* Required action
How many lines in the records below contain "Right"? Reply with the number alone.
Supplied information Start Marker
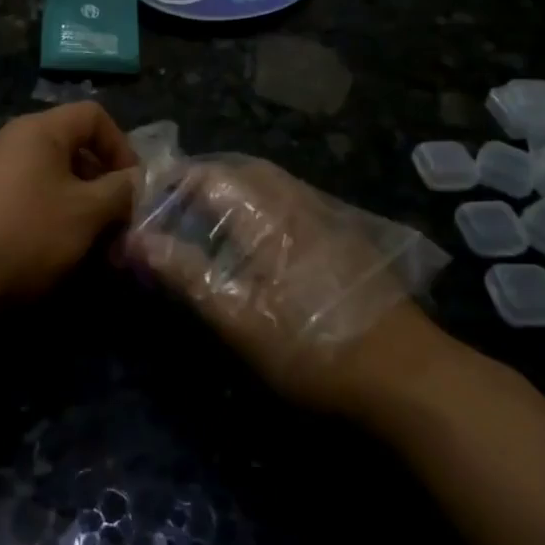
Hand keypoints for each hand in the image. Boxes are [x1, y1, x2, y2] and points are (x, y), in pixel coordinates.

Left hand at [0, 102, 139, 302]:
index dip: (121, 145)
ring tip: (93, 242)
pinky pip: (30, 198)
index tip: (132, 185)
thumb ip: (120, 190)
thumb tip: (136, 181)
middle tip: (117, 220)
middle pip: (73, 147)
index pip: (94, 115)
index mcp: (40, 130)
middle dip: (102, 182)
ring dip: (80, 205)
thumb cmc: (27, 232)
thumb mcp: (87, 212)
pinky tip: (58, 251)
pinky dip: (52, 217)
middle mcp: (14, 141)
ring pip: (53, 178)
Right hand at [126, 158, 448, 415]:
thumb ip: (186, 273)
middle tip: (174, 205)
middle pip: (244, 170)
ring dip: (235, 189)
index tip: (146, 197)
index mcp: (268, 215)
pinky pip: (294, 202)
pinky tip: (260, 242)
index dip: (174, 180)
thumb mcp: (238, 318)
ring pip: (273, 184)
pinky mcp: (347, 238)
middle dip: (204, 178)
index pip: (210, 175)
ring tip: (209, 220)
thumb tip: (137, 239)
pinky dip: (262, 205)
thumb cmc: (313, 346)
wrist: (408, 374)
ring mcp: (329, 218)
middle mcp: (299, 203)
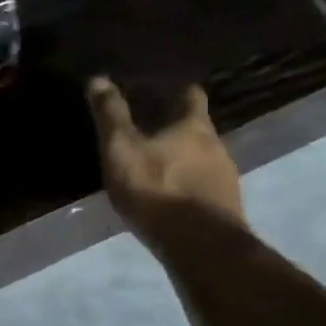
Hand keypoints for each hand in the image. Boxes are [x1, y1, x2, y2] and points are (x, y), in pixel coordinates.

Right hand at [87, 76, 244, 244]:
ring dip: (185, 162)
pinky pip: (206, 190)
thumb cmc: (158, 189)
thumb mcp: (122, 149)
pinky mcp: (227, 210)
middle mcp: (218, 147)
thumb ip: (111, 115)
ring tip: (160, 169)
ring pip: (204, 161)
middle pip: (199, 130)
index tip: (164, 91)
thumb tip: (98, 78)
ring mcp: (227, 180)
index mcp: (195, 126)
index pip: (192, 95)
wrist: (201, 247)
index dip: (179, 91)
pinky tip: (173, 201)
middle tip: (152, 132)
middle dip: (179, 130)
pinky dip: (190, 189)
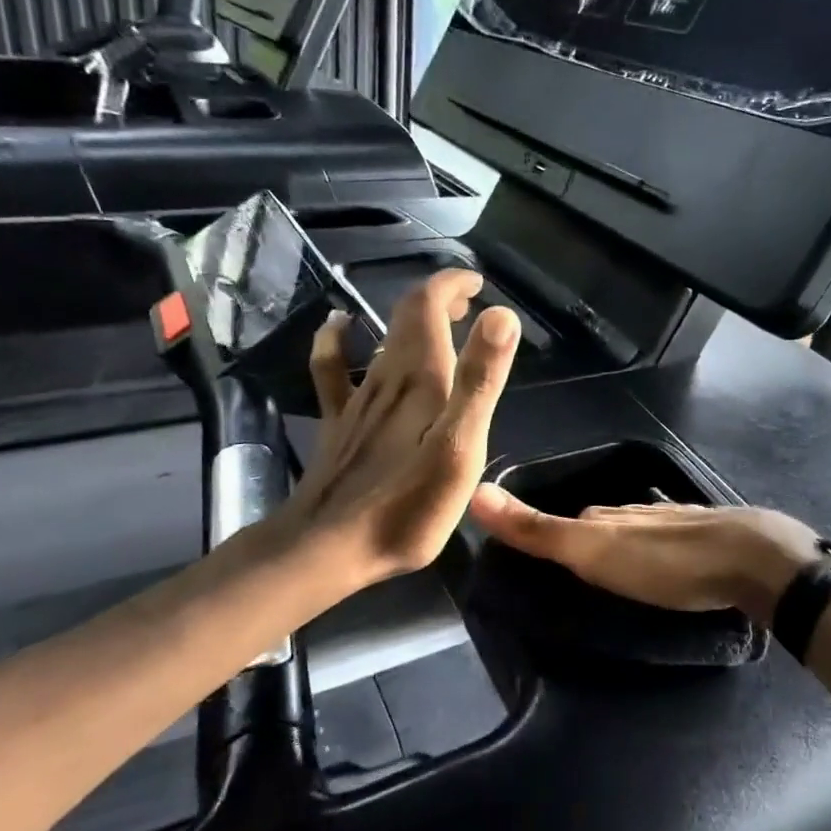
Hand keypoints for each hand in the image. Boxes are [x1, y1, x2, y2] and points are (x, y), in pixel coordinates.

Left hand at [283, 269, 519, 588]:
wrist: (329, 546)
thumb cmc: (408, 505)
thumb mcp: (460, 447)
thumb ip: (480, 382)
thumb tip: (501, 316)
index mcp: (421, 378)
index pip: (430, 305)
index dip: (452, 284)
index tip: (478, 283)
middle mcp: (387, 377)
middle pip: (408, 317)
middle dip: (439, 300)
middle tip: (469, 303)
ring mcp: (358, 399)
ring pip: (383, 339)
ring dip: (411, 320)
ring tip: (439, 319)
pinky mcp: (339, 424)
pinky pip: (333, 369)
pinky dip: (337, 340)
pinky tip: (338, 326)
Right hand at [468, 490, 820, 622]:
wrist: (751, 560)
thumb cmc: (665, 561)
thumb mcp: (592, 551)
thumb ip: (538, 530)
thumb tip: (476, 491)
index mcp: (609, 515)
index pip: (569, 520)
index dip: (551, 534)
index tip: (537, 554)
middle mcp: (639, 513)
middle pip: (603, 524)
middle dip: (587, 541)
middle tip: (573, 571)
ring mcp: (678, 524)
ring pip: (639, 534)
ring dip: (625, 550)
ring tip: (616, 576)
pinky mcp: (710, 541)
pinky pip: (671, 546)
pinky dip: (659, 557)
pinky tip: (665, 572)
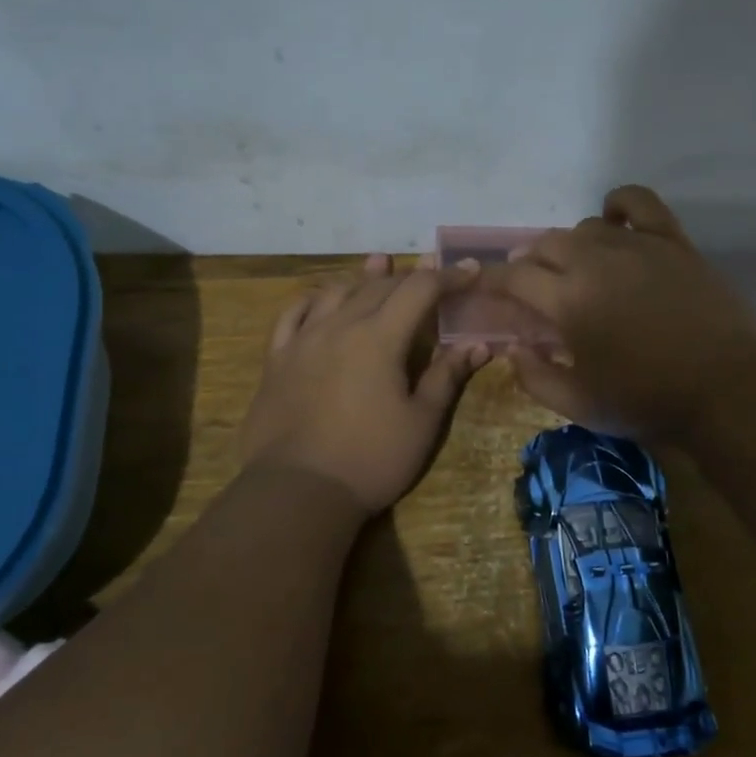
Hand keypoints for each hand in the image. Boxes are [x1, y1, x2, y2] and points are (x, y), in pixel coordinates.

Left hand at [240, 254, 488, 513]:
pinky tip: (320, 298)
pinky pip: (292, 314)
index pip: (420, 290)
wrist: (297, 491)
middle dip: (410, 275)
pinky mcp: (277, 359)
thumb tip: (478, 344)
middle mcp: (340, 326)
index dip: (449, 277)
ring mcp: (303, 340)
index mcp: (380, 338)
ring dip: (363, 277)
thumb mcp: (421, 422)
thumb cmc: (371, 460)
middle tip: (433, 273)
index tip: (471, 270)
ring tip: (380, 265)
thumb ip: (447, 376)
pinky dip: (312, 299)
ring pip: (336, 292)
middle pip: (379, 285)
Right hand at [475, 185, 755, 441]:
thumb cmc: (648, 400)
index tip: (482, 286)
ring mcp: (637, 245)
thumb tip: (512, 349)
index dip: (491, 279)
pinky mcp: (672, 241)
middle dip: (528, 263)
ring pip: (585, 227)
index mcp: (568, 300)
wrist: (728, 389)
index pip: (513, 276)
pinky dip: (618, 204)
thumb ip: (535, 377)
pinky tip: (612, 218)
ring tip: (573, 267)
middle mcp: (595, 260)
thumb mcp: (579, 406)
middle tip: (530, 286)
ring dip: (568, 245)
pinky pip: (639, 203)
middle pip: (545, 245)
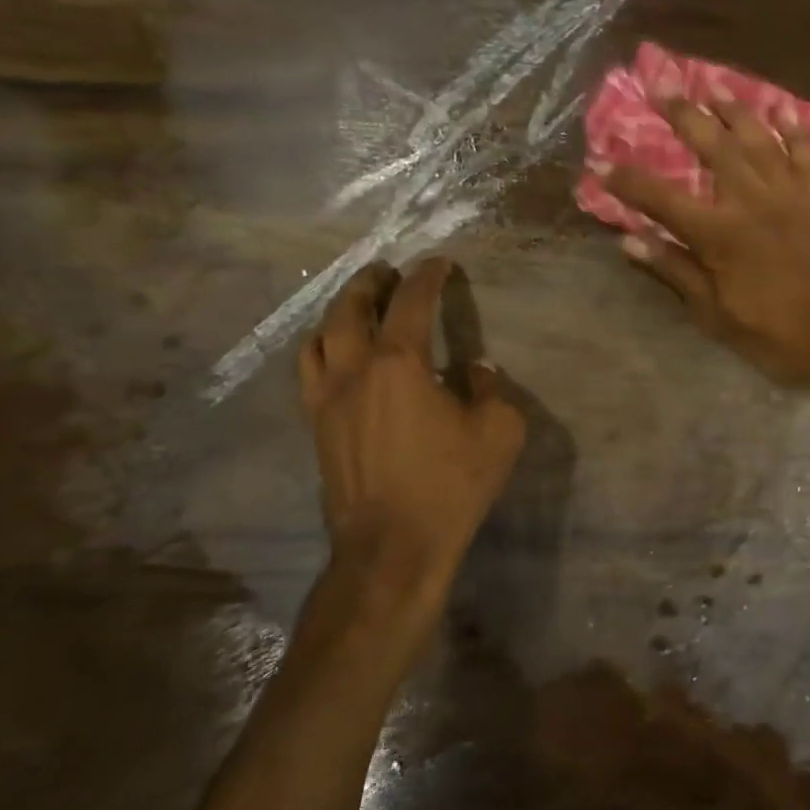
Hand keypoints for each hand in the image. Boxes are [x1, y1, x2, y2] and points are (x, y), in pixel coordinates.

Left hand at [299, 257, 524, 618]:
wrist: (392, 547)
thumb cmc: (450, 485)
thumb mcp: (498, 431)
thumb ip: (490, 389)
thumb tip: (475, 369)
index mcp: (400, 363)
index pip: (412, 302)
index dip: (427, 276)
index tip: (439, 262)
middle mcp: (355, 370)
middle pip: (350, 309)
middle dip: (370, 283)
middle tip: (387, 272)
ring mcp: (327, 399)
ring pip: (319, 338)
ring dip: (339, 312)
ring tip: (357, 306)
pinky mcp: (317, 427)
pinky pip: (310, 371)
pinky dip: (323, 348)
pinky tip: (337, 356)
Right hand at [599, 96, 809, 388]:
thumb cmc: (773, 333)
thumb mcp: (715, 314)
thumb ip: (674, 270)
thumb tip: (630, 241)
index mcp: (720, 235)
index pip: (662, 199)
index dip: (628, 180)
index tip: (601, 162)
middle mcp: (752, 202)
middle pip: (713, 147)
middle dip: (684, 114)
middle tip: (662, 85)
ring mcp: (789, 195)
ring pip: (758, 139)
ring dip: (734, 109)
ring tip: (713, 85)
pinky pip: (805, 154)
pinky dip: (794, 130)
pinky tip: (782, 109)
Supplied information End Marker
* Solution for this problem
5